=== WHAT NEEDS TO BE DONE ===
Only a number is wanted here: how many lines in the entries below contain the word "Avenue".

=== SOURCE DATA ===
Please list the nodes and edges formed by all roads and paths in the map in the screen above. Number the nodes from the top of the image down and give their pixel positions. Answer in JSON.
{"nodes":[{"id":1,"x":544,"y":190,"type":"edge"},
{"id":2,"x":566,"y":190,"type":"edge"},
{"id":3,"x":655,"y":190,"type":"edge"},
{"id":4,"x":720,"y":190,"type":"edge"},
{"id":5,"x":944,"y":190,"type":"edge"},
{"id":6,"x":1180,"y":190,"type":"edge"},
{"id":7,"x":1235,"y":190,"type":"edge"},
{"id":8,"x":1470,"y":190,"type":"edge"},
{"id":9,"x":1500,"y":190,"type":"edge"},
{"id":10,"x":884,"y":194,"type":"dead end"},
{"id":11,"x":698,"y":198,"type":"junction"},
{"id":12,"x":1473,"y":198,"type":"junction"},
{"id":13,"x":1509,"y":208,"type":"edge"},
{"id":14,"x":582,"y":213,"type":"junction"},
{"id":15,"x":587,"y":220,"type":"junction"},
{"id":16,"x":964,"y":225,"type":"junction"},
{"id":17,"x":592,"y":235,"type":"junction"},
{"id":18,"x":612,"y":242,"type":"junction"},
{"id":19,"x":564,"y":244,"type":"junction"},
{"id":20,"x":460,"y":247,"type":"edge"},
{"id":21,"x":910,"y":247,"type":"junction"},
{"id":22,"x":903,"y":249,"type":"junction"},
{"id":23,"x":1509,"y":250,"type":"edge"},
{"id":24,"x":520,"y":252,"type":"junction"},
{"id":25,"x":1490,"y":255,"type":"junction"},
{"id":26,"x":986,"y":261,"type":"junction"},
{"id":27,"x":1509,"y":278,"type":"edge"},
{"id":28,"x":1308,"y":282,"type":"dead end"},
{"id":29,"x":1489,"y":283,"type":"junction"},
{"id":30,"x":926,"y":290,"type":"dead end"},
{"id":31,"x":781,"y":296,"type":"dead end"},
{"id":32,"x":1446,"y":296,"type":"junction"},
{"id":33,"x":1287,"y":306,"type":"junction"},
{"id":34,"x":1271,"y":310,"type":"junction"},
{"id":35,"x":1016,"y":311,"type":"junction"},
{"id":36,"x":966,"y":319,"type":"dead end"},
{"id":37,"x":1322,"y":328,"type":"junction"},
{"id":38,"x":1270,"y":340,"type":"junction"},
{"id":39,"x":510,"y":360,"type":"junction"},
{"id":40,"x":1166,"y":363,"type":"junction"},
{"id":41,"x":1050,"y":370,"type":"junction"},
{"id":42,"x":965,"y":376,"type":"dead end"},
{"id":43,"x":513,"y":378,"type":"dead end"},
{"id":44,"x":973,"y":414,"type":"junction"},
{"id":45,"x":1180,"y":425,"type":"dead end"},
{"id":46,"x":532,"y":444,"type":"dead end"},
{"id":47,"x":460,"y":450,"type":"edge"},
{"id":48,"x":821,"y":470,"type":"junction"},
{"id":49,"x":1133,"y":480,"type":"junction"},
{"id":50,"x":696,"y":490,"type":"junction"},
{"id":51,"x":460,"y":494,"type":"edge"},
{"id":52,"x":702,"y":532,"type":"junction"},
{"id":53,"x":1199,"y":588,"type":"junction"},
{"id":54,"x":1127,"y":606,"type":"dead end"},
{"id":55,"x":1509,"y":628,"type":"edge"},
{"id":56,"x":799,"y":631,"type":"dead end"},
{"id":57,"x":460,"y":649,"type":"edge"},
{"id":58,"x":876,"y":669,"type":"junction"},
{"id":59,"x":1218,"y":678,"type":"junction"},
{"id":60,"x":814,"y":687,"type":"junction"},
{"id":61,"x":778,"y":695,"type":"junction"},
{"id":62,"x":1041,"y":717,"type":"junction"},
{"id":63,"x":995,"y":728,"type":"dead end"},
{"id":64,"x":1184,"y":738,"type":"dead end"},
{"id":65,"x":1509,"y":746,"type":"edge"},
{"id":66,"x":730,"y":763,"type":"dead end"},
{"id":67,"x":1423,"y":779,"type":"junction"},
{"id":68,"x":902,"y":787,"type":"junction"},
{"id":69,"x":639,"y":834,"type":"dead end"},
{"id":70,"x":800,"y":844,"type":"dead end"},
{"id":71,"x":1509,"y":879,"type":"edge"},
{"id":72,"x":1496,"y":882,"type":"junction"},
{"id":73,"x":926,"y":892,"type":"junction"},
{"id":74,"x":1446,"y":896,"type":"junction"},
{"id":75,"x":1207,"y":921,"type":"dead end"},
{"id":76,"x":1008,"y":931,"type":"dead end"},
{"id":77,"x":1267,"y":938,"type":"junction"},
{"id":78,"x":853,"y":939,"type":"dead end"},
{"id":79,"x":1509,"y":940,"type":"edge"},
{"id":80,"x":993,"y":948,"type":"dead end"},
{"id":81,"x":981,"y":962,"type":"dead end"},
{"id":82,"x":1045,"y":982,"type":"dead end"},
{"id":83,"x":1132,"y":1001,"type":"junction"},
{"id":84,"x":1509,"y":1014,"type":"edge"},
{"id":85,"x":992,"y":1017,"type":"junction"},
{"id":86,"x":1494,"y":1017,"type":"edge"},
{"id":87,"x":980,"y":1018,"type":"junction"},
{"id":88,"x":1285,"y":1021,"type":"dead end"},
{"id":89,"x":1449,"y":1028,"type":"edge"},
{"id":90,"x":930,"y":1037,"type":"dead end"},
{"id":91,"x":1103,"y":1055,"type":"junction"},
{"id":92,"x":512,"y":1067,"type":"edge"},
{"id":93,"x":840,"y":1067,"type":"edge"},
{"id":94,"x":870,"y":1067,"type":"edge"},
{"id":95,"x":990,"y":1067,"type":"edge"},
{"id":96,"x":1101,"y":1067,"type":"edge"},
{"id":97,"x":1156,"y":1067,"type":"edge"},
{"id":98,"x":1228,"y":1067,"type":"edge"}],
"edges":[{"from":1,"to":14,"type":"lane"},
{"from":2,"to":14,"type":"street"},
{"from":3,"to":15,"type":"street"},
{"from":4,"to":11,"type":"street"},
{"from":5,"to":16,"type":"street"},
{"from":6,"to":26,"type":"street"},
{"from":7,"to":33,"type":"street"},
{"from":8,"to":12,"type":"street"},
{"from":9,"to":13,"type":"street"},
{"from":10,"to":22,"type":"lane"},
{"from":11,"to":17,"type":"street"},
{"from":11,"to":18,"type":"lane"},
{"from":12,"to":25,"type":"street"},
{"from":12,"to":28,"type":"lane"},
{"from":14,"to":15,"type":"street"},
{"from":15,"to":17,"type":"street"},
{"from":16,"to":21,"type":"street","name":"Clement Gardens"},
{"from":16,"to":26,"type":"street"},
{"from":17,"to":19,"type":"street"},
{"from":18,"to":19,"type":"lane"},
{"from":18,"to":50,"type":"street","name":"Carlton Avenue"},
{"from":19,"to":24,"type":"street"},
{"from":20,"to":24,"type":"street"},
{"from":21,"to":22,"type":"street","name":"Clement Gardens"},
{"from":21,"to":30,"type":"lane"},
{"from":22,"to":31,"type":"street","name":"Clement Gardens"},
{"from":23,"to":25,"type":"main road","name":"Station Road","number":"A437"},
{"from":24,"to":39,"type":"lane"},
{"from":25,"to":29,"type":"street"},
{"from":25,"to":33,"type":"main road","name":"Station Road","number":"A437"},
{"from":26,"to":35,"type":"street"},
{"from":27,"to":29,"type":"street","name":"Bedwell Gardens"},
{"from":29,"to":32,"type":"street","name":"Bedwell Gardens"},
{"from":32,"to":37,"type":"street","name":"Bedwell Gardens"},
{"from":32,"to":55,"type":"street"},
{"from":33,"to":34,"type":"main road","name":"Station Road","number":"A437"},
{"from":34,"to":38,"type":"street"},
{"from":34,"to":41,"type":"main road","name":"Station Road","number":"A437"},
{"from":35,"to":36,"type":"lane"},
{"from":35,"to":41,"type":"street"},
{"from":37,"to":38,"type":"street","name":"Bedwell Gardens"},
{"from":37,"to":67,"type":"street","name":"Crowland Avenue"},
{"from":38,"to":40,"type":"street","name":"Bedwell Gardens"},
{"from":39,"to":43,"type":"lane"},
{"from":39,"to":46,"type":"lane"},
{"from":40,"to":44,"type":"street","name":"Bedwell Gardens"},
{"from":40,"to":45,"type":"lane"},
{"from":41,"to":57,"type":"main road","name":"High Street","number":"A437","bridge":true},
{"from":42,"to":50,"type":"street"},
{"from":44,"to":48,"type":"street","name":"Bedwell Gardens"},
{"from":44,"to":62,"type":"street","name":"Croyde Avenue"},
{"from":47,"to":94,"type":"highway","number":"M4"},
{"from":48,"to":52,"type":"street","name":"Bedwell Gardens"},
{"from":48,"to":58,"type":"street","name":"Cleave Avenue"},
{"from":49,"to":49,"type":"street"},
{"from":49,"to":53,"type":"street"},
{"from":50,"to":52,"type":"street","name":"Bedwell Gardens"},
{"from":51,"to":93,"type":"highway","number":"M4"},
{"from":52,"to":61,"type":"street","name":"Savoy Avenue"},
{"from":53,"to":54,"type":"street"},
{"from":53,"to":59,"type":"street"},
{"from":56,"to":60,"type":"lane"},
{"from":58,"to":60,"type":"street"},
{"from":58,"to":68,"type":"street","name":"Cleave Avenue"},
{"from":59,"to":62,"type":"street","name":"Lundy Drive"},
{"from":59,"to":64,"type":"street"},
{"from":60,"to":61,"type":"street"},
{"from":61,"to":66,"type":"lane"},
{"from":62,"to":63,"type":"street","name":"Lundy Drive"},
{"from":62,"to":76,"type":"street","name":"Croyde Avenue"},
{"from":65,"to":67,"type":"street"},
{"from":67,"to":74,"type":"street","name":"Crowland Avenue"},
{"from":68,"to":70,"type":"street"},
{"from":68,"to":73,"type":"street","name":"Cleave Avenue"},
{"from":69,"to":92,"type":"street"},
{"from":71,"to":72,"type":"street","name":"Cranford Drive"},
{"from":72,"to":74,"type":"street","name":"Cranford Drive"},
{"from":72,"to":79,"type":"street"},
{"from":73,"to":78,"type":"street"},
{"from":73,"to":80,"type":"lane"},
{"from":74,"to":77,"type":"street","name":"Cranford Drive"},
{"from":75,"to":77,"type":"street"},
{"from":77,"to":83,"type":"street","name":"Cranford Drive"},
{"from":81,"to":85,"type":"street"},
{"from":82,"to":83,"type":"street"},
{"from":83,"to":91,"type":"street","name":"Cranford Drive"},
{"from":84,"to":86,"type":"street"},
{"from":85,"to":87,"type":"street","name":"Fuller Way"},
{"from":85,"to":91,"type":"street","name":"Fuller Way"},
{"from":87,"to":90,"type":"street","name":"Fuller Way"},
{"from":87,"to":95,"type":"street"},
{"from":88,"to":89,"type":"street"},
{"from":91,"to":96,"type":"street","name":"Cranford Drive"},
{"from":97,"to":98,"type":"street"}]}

=== FINISHED EXERCISE ===
9